Survey finds agri diesel prices cheaper in the North

Diesel for Agricultural use was found to be €60 cheaper north of the border, according to a recent survey by the Revenue Commissioners.

The survey that the average price in the Republic of 1000 liters Marked Gas Oil (Diesel) for non-auto diesel which can be used for home heating, commercial and agricultural use was €608 compared to €547 in Northern Ireland.

The Revenue survey also found that Taxes/duty on agri diesel was also lower across the border. Its figures also show that taxes/duty are €19.3 lower in Northern Ireland.

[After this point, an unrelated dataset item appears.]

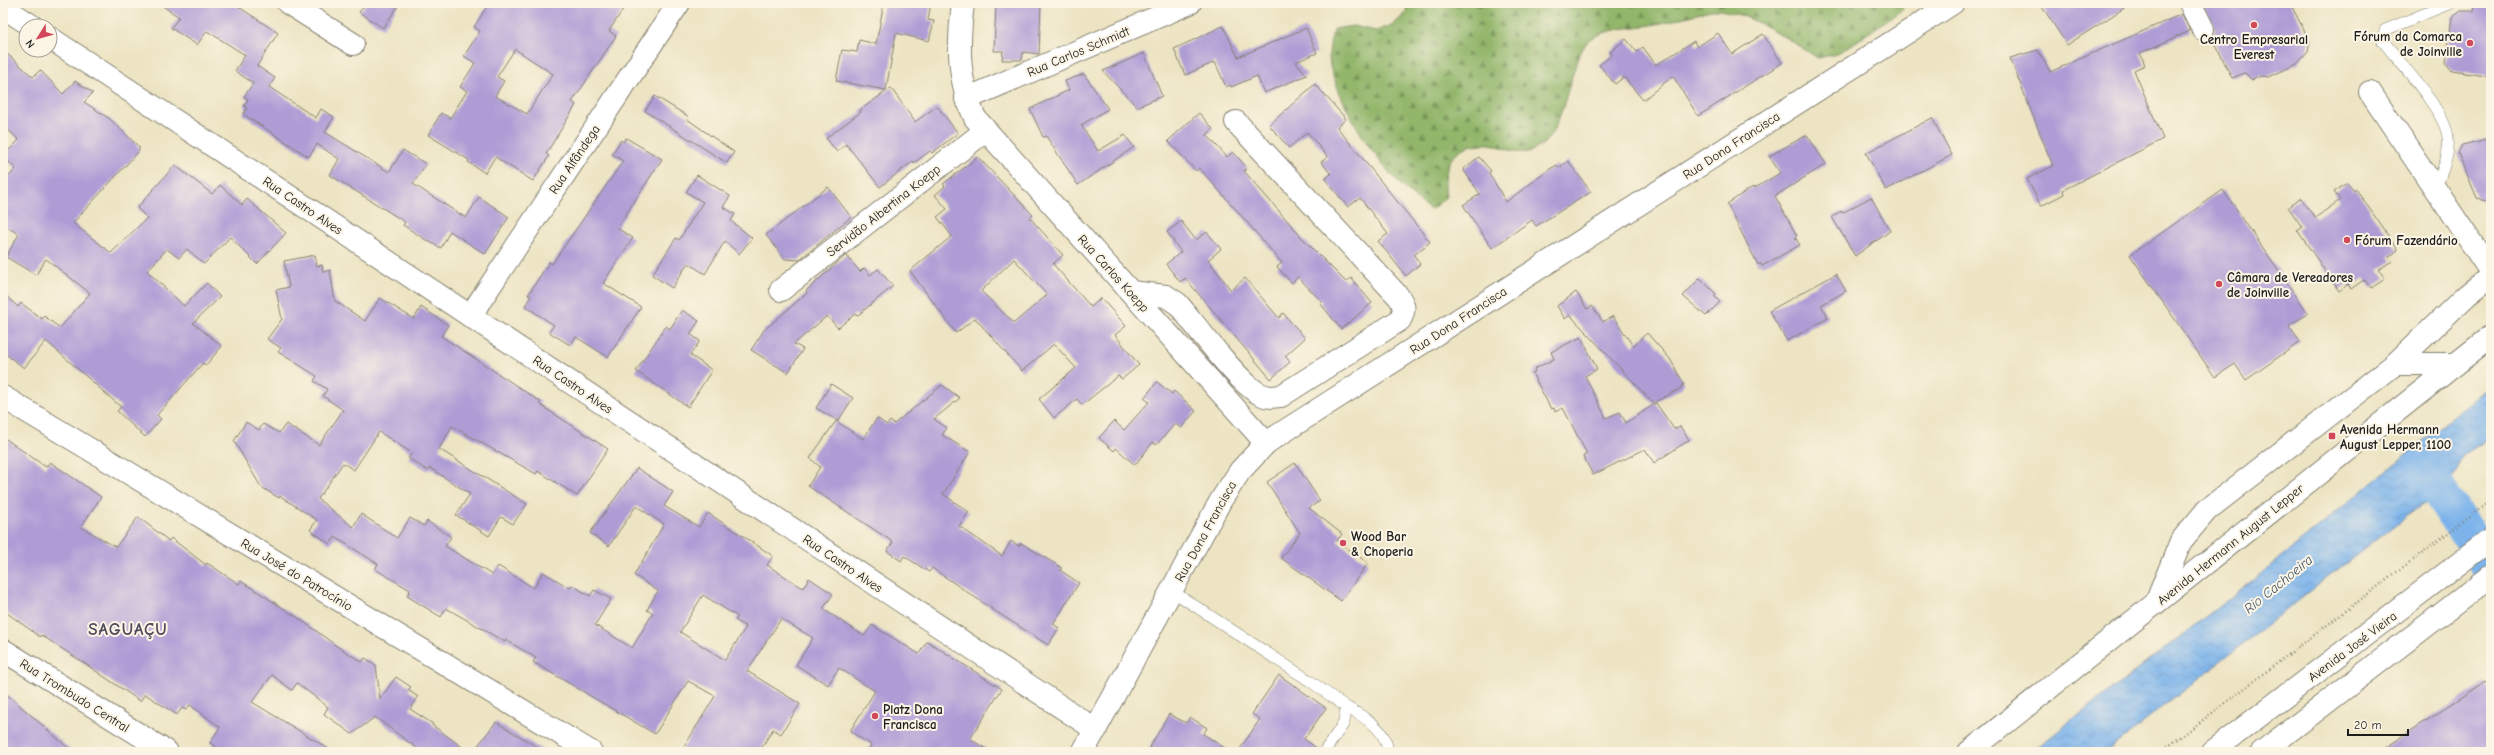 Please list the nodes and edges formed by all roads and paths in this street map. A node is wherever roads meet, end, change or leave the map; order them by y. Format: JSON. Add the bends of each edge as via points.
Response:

On 1000 liters of agri diesel taxes/duty in the Republic total €174.7 while North of the border the total is €155.4.

Meanwhile, in terms of Auto Diesel (1 litre) prices are lower in the Republic at 1.14c/L compared to 1.30c/L. However, taxes and duties on Auto Diesel are 20c/L lower in Northern Ireland are 69c/L compared to 0.89c/L in the Republic.

Hike in diesel prices

A number of TDs reacted angrily last week to proposals to raise the price of diesel to bring it in line with the price of petrol.

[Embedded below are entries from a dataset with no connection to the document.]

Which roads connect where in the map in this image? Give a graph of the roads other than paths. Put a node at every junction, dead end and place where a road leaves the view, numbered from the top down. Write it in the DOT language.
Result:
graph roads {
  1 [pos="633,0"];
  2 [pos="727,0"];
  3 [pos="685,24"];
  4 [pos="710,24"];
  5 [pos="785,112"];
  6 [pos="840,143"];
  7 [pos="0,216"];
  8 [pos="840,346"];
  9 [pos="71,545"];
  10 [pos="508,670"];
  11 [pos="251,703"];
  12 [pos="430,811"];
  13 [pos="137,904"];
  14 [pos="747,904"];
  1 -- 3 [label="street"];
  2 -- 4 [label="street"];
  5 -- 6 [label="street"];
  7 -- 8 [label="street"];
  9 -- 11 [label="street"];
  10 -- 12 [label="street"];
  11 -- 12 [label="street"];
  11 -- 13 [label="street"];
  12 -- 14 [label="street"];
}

It is understood that the Government Tax Strategy Group’s report says Minister for Transport, Shane Ross has requested the equalisation of the rates for climate policy reasons.

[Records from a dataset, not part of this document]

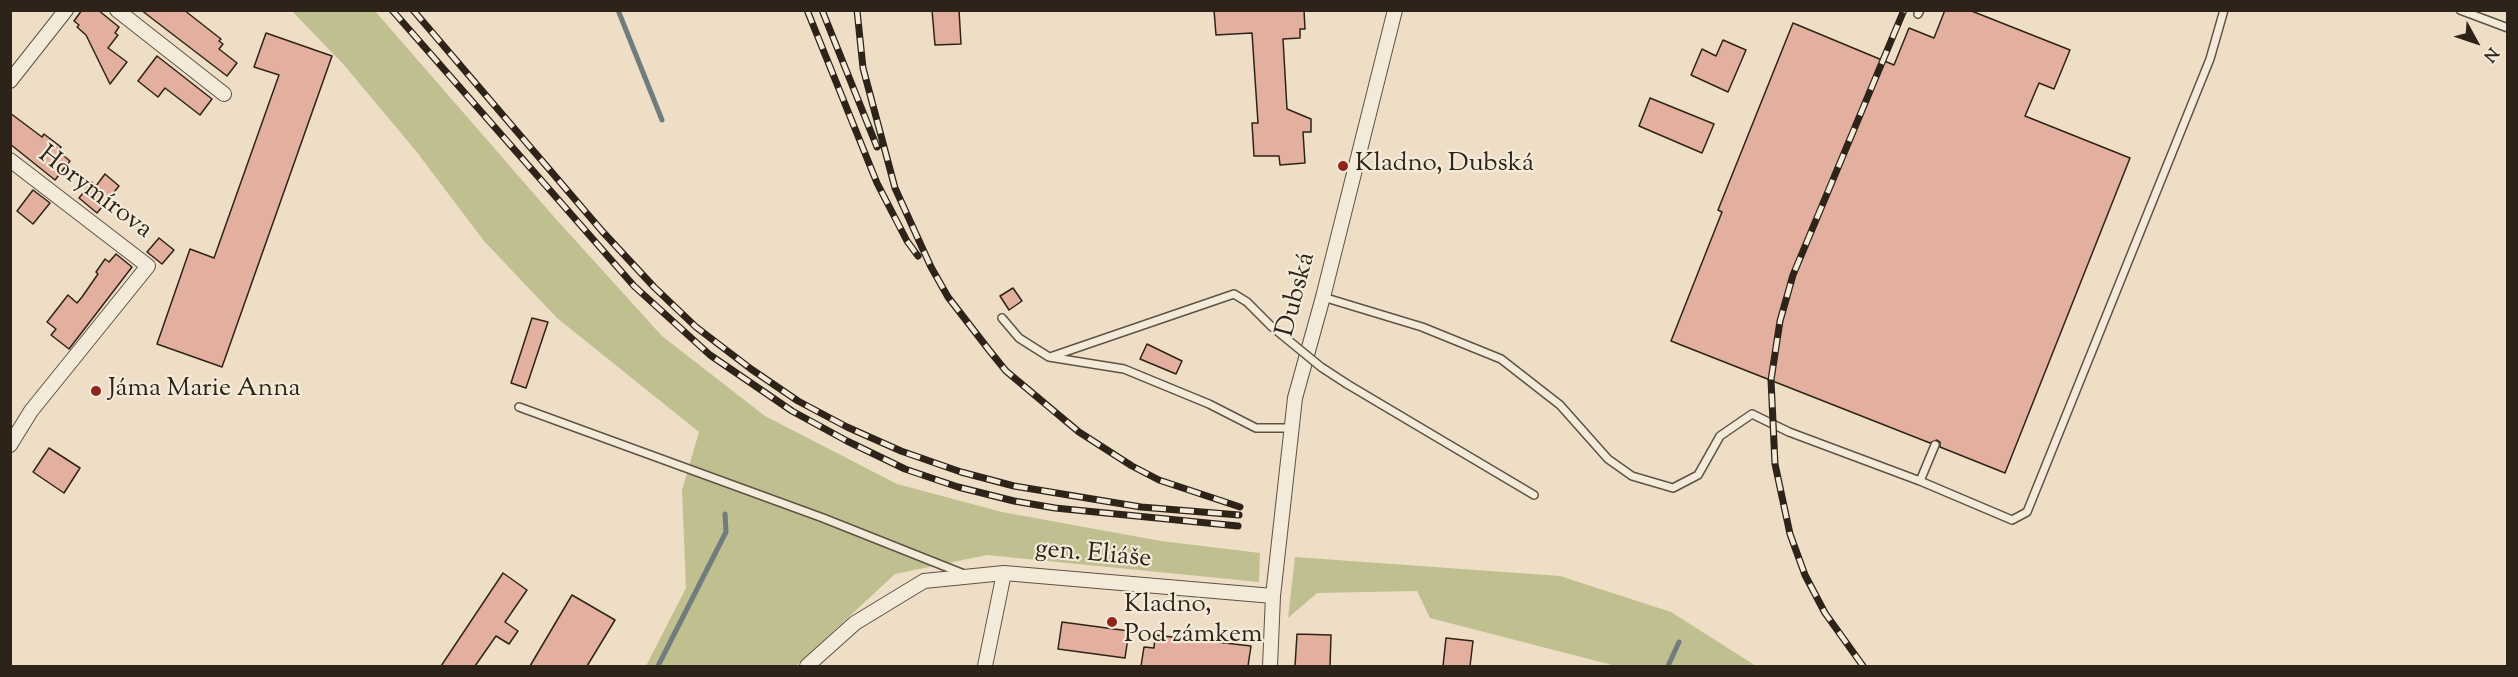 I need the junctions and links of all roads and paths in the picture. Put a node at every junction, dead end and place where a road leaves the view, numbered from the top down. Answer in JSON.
{"nodes":[{"id":1,"x":66,"y":10,"type":"edge"},
{"id":2,"x":117,"y":10,"type":"edge"},
{"id":3,"x":1395,"y":10,"type":"edge"},
{"id":4,"x":2224,"y":10,"type":"edge"},
{"id":5,"x":2464,"y":11,"type":"edge"},
{"id":6,"x":2508,"y":28,"type":"edge"},
{"id":7,"x":10,"y":81,"type":"edge"},
{"id":8,"x":224,"y":94,"type":"dead end"},
{"id":9,"x":10,"y":160,"type":"edge"},
{"id":10,"x":1323,"y":297,"type":"junction"},
{"id":11,"x":1002,"y":318,"type":"dead end"},
{"id":12,"x":1049,"y":357,"type":"junction"},
{"id":13,"x":519,"y":407,"type":"dead end"},
{"id":14,"x":1292,"y":428,"type":"junction"},
{"id":15,"x":10,"y":445,"type":"edge"},
{"id":16,"x":1935,"y":445,"type":"dead end"},
{"id":17,"x":1920,"y":481,"type":"junction"},
{"id":18,"x":1534,"y":495,"type":"dead end"},
{"id":19,"x":1004,"y":573,"type":"junction"},
{"id":20,"x":969,"y":576,"type":"junction"},
{"id":21,"x":1273,"y":596,"type":"junction"},
{"id":22,"x":807,"y":666,"type":"edge"},
{"id":23,"x":985,"y":666,"type":"edge"},
{"id":24,"x":1270,"y":666,"type":"edge"}],
"edges":[{"from":1,"to":7,"type":"street"},
{"from":2,"to":8,"type":"street"},
{"from":3,"to":10,"type":"street","name":"Dubská"},
{"from":4,"to":17,"type":"lane"},
{"from":5,"to":6,"type":"lane"},
{"from":9,"to":15,"type":"street","name":"Horymírova"},
{"from":10,"to":14,"type":"street","name":"Dubská"},
{"from":10,"to":17,"type":"lane"},
{"from":11,"to":12,"type":"lane"},
{"from":12,"to":14,"type":"lane"},
{"from":12,"to":18,"type":"lane","bridge":true},
{"from":13,"to":20,"type":"lane"},
{"from":14,"to":21,"type":"street","name":"Dubská"},
{"from":16,"to":17,"type":"lane"},
{"from":19,"to":20,"type":"street"},
{"from":19,"to":21,"type":"street","name":"gen. Eliáše"},
{"from":19,"to":23,"type":"street","name":"gen. Eliáše"},
{"from":20,"to":22,"type":"street"},
{"from":21,"to":24,"type":"street","name":"Dubská"}]}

The paper, which was published this summer, says it would be prudent to make this change over five years.

The pre-budget paper calls for a year-on-year rise of 2.18c/L for diesel over five years, as a way of discouraging people from buying diesel cars.

Green diesel sales stable

According to Revenue, the sales of agricultural diesel (Marked Gas Oil) following a decline remain stable.

This is believed to be due in part to Revenue’s successes in tackling the laundering of agricultural diesel.

In early 2016, Revenue carried out a random sampling programme which tested for the presence of the new marker in road diesel in the storage tanks of around 200, or almost 10%, forecourt retailers.

No samples tested positive for the Accutrace S10 fuel marker.

Revenue says the sampling, which was carried out under the independent supervision of its Statistics and Economics Research Branch, demonstrates that the selling of laundered fuel in the market is negligible and close to being fully eliminated.